Table 1 Characteristics of the study participants

Germline PVs in 26 known cancer susceptibility genes

First, germline PVs in 26 established cancer susceptibility genes included in the Myriad myRisk Hereditary Cancer Test were evaluated in the young-onset breast cancer cohort. PVs of the 26 cancer susceptibility genes were found in 110 (19.5%) patients (Fig. 2). Among these patients, the median age at diagnosis was 34 years, 67.3% (66/98) were HR-negative, and 34.3% (37/108) had a family history of breast and/or ovarian cancer. PVs of BRCA 1/2 (n = 71, 12.6%), PTEN (n = 7, 1.2%), BARD1 (n = 6, 1.1%), PALB2 (n = 5, 0.9%), and TP53 (n = 5, 0.9%) were frequently observed. These PVs were mutually exclusive, whereas three patients had two PVs, with CHEK2, NF1, and MSH6 overlapping with the BRCA2 PVs.
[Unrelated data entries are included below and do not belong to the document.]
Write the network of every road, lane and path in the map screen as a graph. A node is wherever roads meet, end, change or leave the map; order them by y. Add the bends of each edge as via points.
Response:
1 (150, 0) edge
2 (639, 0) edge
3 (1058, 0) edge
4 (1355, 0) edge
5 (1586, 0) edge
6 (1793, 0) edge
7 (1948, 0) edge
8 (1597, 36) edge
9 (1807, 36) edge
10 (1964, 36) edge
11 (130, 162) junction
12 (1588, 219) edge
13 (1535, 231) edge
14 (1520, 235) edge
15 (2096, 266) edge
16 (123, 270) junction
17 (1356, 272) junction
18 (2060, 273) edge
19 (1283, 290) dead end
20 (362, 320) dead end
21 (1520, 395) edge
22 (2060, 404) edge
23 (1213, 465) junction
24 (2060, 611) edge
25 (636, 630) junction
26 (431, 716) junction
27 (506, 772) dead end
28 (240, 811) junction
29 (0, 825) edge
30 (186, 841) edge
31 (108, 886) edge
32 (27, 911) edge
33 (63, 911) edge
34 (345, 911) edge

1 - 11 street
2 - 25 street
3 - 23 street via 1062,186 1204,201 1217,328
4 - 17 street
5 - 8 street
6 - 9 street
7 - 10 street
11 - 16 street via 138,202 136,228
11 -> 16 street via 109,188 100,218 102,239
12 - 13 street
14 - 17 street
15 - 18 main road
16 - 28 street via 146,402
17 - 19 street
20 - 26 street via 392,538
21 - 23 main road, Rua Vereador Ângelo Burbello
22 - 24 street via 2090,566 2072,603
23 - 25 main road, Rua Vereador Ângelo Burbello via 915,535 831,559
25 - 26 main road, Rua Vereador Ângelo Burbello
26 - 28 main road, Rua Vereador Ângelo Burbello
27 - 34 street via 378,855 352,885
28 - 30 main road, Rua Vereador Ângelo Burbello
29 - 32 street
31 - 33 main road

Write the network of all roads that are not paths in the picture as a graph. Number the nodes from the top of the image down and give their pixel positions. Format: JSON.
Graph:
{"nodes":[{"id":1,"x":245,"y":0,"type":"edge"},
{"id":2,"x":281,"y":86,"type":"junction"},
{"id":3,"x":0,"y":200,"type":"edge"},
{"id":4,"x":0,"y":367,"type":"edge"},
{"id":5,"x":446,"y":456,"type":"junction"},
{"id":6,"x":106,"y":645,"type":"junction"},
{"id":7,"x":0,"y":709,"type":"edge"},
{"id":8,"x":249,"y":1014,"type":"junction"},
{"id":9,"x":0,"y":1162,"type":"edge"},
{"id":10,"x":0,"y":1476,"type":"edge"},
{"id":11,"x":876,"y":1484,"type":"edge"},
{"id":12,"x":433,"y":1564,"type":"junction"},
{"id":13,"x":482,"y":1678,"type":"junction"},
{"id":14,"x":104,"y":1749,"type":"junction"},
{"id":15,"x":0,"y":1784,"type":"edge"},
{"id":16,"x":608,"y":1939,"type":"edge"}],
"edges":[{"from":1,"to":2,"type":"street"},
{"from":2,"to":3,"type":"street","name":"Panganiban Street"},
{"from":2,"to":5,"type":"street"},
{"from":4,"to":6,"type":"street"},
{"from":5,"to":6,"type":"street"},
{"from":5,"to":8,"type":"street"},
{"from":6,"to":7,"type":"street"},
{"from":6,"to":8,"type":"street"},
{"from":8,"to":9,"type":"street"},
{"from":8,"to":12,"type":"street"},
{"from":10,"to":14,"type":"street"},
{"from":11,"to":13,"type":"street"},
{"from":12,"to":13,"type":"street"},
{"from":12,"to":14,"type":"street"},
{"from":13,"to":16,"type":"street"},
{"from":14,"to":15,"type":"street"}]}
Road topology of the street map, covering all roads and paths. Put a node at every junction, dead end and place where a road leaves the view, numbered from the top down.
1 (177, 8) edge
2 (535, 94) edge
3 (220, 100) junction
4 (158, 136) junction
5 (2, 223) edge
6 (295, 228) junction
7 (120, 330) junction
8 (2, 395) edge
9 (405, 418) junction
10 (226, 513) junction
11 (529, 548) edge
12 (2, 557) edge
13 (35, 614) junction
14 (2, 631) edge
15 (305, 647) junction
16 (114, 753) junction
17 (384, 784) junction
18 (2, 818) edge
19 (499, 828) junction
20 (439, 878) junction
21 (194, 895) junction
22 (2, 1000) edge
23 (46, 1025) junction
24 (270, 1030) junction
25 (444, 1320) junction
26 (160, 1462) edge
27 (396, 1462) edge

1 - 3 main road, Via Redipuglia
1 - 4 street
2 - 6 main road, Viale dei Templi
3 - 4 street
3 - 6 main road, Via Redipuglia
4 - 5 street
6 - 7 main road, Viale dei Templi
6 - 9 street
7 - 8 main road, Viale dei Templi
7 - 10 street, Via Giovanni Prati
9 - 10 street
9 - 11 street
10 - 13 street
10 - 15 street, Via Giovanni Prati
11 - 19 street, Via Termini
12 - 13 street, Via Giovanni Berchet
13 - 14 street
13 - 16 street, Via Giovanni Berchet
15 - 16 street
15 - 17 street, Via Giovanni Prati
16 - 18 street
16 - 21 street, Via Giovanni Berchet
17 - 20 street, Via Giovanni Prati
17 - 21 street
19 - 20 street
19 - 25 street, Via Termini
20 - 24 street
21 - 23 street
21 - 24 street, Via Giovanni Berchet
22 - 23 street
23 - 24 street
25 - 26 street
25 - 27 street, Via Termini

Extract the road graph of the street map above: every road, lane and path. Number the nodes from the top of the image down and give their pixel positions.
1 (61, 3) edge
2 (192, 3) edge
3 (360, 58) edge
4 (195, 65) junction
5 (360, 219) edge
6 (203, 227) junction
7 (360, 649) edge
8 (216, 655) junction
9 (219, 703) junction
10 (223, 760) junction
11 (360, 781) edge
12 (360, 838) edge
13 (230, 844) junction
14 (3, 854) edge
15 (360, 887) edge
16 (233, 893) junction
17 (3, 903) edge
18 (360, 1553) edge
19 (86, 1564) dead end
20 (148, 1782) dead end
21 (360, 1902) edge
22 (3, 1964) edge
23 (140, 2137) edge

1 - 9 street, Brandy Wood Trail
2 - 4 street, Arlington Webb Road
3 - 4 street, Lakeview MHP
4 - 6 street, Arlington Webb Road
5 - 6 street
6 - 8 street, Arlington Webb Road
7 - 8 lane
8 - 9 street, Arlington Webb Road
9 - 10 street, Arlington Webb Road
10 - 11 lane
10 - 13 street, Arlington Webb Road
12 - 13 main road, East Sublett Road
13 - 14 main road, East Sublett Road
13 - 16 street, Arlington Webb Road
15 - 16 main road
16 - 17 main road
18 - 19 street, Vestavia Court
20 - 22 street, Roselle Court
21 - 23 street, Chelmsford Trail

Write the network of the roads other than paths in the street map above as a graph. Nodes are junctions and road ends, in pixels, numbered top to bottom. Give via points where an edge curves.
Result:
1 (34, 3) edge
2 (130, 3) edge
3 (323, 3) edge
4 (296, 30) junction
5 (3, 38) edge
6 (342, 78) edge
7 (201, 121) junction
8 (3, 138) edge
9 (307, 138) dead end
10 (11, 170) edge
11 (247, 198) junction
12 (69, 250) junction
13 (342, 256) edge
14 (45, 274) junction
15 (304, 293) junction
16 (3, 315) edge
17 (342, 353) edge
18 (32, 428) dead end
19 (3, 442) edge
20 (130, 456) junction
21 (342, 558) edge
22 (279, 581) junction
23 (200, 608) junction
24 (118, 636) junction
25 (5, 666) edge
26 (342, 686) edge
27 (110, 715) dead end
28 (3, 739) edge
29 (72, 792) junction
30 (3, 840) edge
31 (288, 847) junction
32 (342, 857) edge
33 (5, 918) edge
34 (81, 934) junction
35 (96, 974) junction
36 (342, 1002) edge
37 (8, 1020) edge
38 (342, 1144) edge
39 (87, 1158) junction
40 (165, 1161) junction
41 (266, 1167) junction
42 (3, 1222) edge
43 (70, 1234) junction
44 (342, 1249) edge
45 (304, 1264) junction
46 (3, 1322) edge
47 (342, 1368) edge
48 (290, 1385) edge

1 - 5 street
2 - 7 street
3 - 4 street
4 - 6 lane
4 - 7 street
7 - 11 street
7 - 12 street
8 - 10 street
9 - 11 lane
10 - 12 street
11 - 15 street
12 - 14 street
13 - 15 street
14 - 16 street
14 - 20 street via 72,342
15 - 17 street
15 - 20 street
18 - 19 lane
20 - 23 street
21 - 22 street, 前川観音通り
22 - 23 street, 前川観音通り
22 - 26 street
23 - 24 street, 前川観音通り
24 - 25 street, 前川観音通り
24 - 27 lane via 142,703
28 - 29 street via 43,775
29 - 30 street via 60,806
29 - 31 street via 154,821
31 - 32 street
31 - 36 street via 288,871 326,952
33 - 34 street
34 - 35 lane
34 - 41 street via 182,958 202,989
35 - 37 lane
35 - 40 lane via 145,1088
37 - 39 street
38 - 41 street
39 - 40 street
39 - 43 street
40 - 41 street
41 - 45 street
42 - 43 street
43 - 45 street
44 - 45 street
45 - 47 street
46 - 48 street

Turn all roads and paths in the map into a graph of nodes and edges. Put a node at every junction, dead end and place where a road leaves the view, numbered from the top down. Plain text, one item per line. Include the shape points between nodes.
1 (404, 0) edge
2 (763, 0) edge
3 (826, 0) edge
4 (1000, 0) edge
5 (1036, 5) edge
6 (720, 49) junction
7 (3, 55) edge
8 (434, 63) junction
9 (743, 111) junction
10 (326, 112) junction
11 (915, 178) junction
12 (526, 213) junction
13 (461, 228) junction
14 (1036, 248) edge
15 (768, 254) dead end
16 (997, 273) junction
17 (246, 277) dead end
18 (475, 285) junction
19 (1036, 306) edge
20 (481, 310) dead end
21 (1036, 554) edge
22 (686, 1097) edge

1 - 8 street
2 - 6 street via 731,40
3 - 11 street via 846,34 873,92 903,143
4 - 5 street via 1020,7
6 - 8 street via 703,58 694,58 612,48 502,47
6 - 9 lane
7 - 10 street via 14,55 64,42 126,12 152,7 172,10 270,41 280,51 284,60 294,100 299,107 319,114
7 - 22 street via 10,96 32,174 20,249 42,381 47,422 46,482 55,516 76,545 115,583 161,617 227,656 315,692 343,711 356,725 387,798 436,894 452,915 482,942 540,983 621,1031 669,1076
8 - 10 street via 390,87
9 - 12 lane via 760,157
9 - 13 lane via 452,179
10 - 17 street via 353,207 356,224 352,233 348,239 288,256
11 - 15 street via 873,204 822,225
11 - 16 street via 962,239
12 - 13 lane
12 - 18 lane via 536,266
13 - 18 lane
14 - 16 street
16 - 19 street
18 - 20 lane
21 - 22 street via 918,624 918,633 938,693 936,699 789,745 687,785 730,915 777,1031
Fig. 2: Germline variants in 26 cancer susceptibility genes in young-onset breast cancer.
Fig. 2: Germline variants in 26 cancer susceptibility genes in young-onset breast cancer.
Full size image

The 113 germline pathogenic variants were identified in 110 young-onset breast cancer patients. Each column corresponds to a patient. The upper panel shows the patient’s clinical characteristics. IDC invasive ductal carcinoma, HR hormone receptor.

Identification of novel risk variants in young-onset breast cancers

To identify novel candidate risk variants, we evaluated germline variants of 692 genes associated with cancer susceptibility and/or with DNA repair functions based on previous reports (Supplementary Data S1)17,18,19,20. According to our selection criteria, we identified one pathogenic missense and two LoF variants that were possibly associated with the risk of HR-negative young-onset breast cancer (Supplementary Fig. 1). The first risk variant was a pathogenic missense variant, p.K589T (rs121908565), in POLH (polymerase eta), observed in 3 of 114 HR-negative young-onset breast cancers and 31 of 4,032 NCBN controls (2.6% vs. 0.77%, OR = 3.46, 95% CI = 1.05–11.4, P = .03). The second risk variant was a frameshift variant, p.74Sfs*8 (rs541992483) in BPIFB4 (BPI fold-containing family B, member 4). This variant was found in 3 of 114 HR-negative young-onset breast cancers and 32 of 4032 controls (2.6% vs. 0.79%, OR = 3.35, 95% CI = 1.02–11.01, P = .035). The third variant was the frameshift variant pM1fs (rs55714242) in RAD51 (RAD51 recombinase), found in 10 of 114 HR-negative young-onset breast cancers and 146 of 4,032 controls (8.8% vs. 3.6%, OR = 2.49, 95% CI = 1.29–4.79, P = .0048) (Supplementary Data S2(A)). Forty-two patients with young-onset breast cancer carried one of the three candidate risk variants, and their median age at diagnosis was 37 years. Sixteen (39%, 16/41) were HR-negative, and five (12%, 5/41) had a family history of breast and/or ovarian cancer. Eight patients (19%, 8/42) also carried germline PVs in BRCA1, BRCA2, and MLH1 (Supplementary Fig. 2). To investigate the mutual exclusion between the candidate variants and known high-penetrance PVs such as BRCA1/2, we performed an analysis in which patients with BRCA1/2 PV were excluded. The estimated OR of candidate variants decreased, and only RAD51 pM1fs was associated with HR-negative breast cancers (Supplementary Data S2(B)). Although genograms were not available for carriers with these risk variants in the young-onset breast cancer cohort, our review of patients referred to the National Cancer Center Hospital for genetic counseling who underwent germline WGS identified a 38-year-old POLH p.K589T carrier with BRCA1/2-negative breast cancer who had a family history of breast and pancreatic cancer (Supplementary Fig. 3).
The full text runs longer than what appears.